Bolivia holds key to electric car future
Posted by Big Gav in bolivia, lithium
The BBC reports on Bolivia's lithium gold mine - or perhaps just another resource curse - Bolivia holds key to electric car future.
High in the Andes, in a remote corner of Bolivia, lies more than half the world's reserves of a mineral that could radically reduce our reliance on dwindling fossil fuels.
Lithium carries a great promise. It could help power the fuel efficient electric or petrol-electric hybrid vehicles of the future. But, as is the case with fossil fuels, it is a limited resource.
Lithium carbonate is already in the batteries of laptop computers and mobile phones. It is used because it allows more energy to be stored in a lighter, smaller space than most alternatives.
And as the auto industry rushes to produce new fuel efficient and electric cars, it too is turning to lithium batteries as its first choice to boost the power of their new models.
GM has one in its new hybrid Volt, Toyota is testing one in its next generation hybrid Prius. Mercedes is testing an electric version of its Smart, while BMW is doing the same with its Mini. And Nissan-Renault, Mitsubishi and VW are all rushing to buy or produce enough of the batteries to power their future models.
The best of the pure electric cars can reach ranges of more than 150 kilometres per charge. More is needed But there is a problem.

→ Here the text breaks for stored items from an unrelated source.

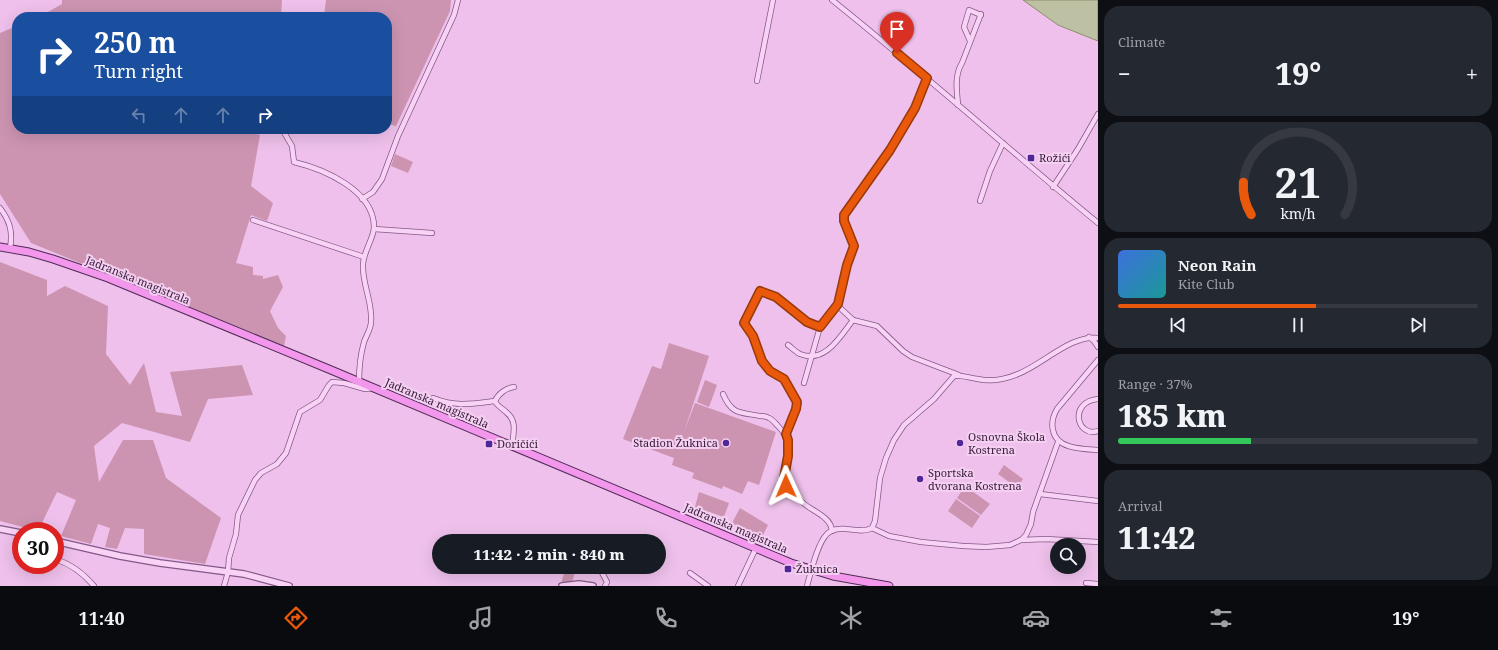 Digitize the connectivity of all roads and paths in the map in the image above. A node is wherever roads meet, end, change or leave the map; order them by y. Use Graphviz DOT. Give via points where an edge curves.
graph roads {
  1 [pos="458,0"];
  2 [pos="773,0"];
  3 [pos="832,0"];
  4 [pos="970,40"];
  5 [pos="927,78"];
  6 [pos="756,81"];
  7 [pos="958,105"];
  8 [pos="1098,114"];
  9 [pos="285,134"];
  10 [pos="1002,143"];
  11 [pos="1053,186"];
  12 [pos="362,199"];
  13 [pos="980,201"];
  14 [pos="0,208"];
  15 [pos="253,220"];
  16 [pos="1098,223"];
  17 [pos="374,229"];
  18 [pos="432,233"];
  19 [pos="0,246"];
  20 [pos="10,248"];
  21 [pos="364,257"];
  22 [pos="837,305"];
  23 [pos="853,320"];
  24 [pos="820,327"];
  25 [pos="1089,338"];
  26 [pos="1098,338"];
  27 [pos="788,345"];
  28 [pos="1098,347"];
  29 [pos="811,357"];
  30 [pos="1098,360"];
  31 [pos="960,375"];
  32 [pos="359,382"];
  33 [pos="804,384"];
  34 [pos="514,387"];
  35 [pos="373,388"];
  36 [pos="723,394"];
  37 [pos="433,398"];
  38 [pos="1098,399"];
  39 [pos="495,401"];
  40 [pos="1098,430"];
  41 [pos="785,436"];
  42 [pos="1058,442"];
  43 [pos="512,446"];
  44 [pos="1098,450"];
  45 [pos="1040,494"];
  46 [pos="1098,501"];
  47 [pos="872,528"];
  48 [pos="0,529"];
  49 [pos="12,531"];
  50 [pos="832,531"];
  51 [pos="1021,540"];
  52 [pos="1098,542"];
  53 [pos="64,543"];
  54 [pos="756,548"];
  55 [pos="64,563"];
  56 [pos="811,570"];
  57 [pos="228,572"];
  58 [pos="690,573"];
  59 [pos="603,574"];
  60 [pos="1086,583"];
  61 [pos="1098,584"];
  62 [pos="279,585"];
  63 [pos="94,586"];
  64 [pos="224,586"];
  65 [pos="289,586"];
  66 [pos="562,586"];
  67 [pos="593,586"];
  68 [pos="605,586"];
  69 [pos="708,586"];
  70 [pos="738,586"];
  71 [pos="806,586"];
  72 [pos="889,586"];
  1 -- 12 [label="street" via="454,15 398,136 382,179 373,192"];
  2 -- 6 [label="street"];
  3 -- 5 [label="street"];
  4 -- 4 [label="street" via="981,14 969,10 964,27"];
  4 -- 7 [label="street" via="958,70"];
  5 -- 7 [label="street"];
  5 -- 22 [label="street" via="915,108 890,150 844,215 854,246"];
  7 -- 10 [label="street"];
  8 -- 11 [label="street"];
  9 -- 12 [label="street" via="292,146 294,162 338,178"];
  10 -- 11 [label="street"];
  10 -- 13 [label="street"];
  11 -- 16 [label="street"];
  12 -- 17 [label="street" via="370,210"];
  14 -- 20 [label="street" via="11,228"];
  15 -- 21 [label="street"];
  17 -- 18 [label="street"];
  17 -- 21 [label="street"];
  19 -- 20 [label="main road, Jadranska magistrala"];
  20 -- 32 [label="main road, Jadranska magistrala" via="54,259 108,278"];
  21 -- 32 [label="street" via="363,279 371,323 360,357"];
  22 -- 23 [label="street"];
  22 -- 24 [label="street"];
  23 -- 29 [label="street" via="831,349"];
  23 -- 31 [label="street" via="877,326 912,357"];
  24 -- 29 [label="street"];
  24 -- 41 [label="street" via="807,322 776,297 760,291 744,323 753,336 762,361 770,371 784,379 797,402"];
  25 -- 26 [label="street"];
  25 -- 28 [label="street"];
  25 -- 31 [label="street" via="1074,342 1032,367 1011,376 990,380"];
  27 -- 29 [label="street" via="799,354"];
  29 -- 33 [label="street"];
  30 -- 42 [label="street" via="1054,415 1052,424"];
  31 -- 47 [label="street" via="954,376 934,399 904,425 894,440 880,478"];
  32 -- 35 [label="main road, Jadranska magistrala"];
  34 -- 39 [label="street" via="506,389"];
  35 -- 43 [label="main road, Jadranska magistrala"];
  35 -- 57 [label="street" via="365,389 332,382 320,400 300,412 286,452 277,464 260,473 238,515"];
  36 -- 41 [label="street" via="735,411 768,418"];
  37 -- 39 [label="street" via="463,405"];
  38 -- 40 [label="street" via="1089,400 1078,413 1082,426 1088,431"];
  39 -- 43 [label="street" via="512,419"];
  41 -- 50 [label="street" via="788,440 784,478 786,486 802,502 828,520"];
  42 -- 44 [label="street"];
  42 -- 45 [label="street"];
  43 -- 54 [label="main road, Jadranska magistrala"];
  45 -- 46 [label="street"];
  45 -- 51 [label="street" via="1029,530"];
  47 -- 50 [label="street" via="842,528"];
  47 -- 51 [label="street" via="889,536 963,546 1010,545"];
  48 -- 49 [label="street"];
  50 -- 56 [label="street" via="822,542"];
  51 -- 52 [label="street"];
  53 -- 57 [label="street" via="139,560"];
  54 -- 56 [label="main road, Jadranska magistrala"];
  54 -- 70 [label="street"];
  55 -- 63 [label="street" via="76,568"];
  56 -- 71 [label="street"];
  56 -- 72 [label="main road, Jadranska magistrala" via="840,578"];
  57 -- 62 [label="street" via="244,574"];
  57 -- 64 [label="street"];
  58 -- 69 [label="street"];
  59 -- 68 [label="street" via="607,582"];
  60 -- 61 [label="street"];
  62 -- 65 [label="street"];
  66 -- 67 [label="street"];
}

Mitsubishi, which plans to release its own electric car soon, estimates that the demand for lithium will outstrip supply in less than 10 years unless new sources are found. And they have ended up in Bolivia.
"The demand for lithium won't double but increase by five times," according to Eichi Maeyama Mitsubishi's general manager in La Paz. "We will need more lithium sources - and 50% of the world's reserves of lithium exist in Bolivia, in the Salar de Uyuni," he adds, pointing out that without new production, the price of lithium will rise prohibitively.
Valuable resource
Lithium is found in rocks and sea water. But almost all the commercially exploitable reserves are found in the brine under salt flats. The world's largest reserves lie in Bolivia at the Salar de Uyuni - in the remote southern Andean plane.
But Bolivia is not a country known to be friendly to foreign industry. Its socialist president, Evo Morales, is keen to expand state control over its natural resources, a task carried out by Bolivia's minister for mining, Luis Alberto Echazu.
"We want to send a message to the industrialized countries and their companies," Mr Echazu says. "We will not repeat the historical experience since the fifteenth century: raw materials exported for the industrialisation of the west that has left us poor."
Gold, silver, tin, oil and gas have all been found and exported from here whilst the country remains the poorest in the region. For President Morales' supporters, that is reason enough not to allow in foreign mining companies to extract the lithium.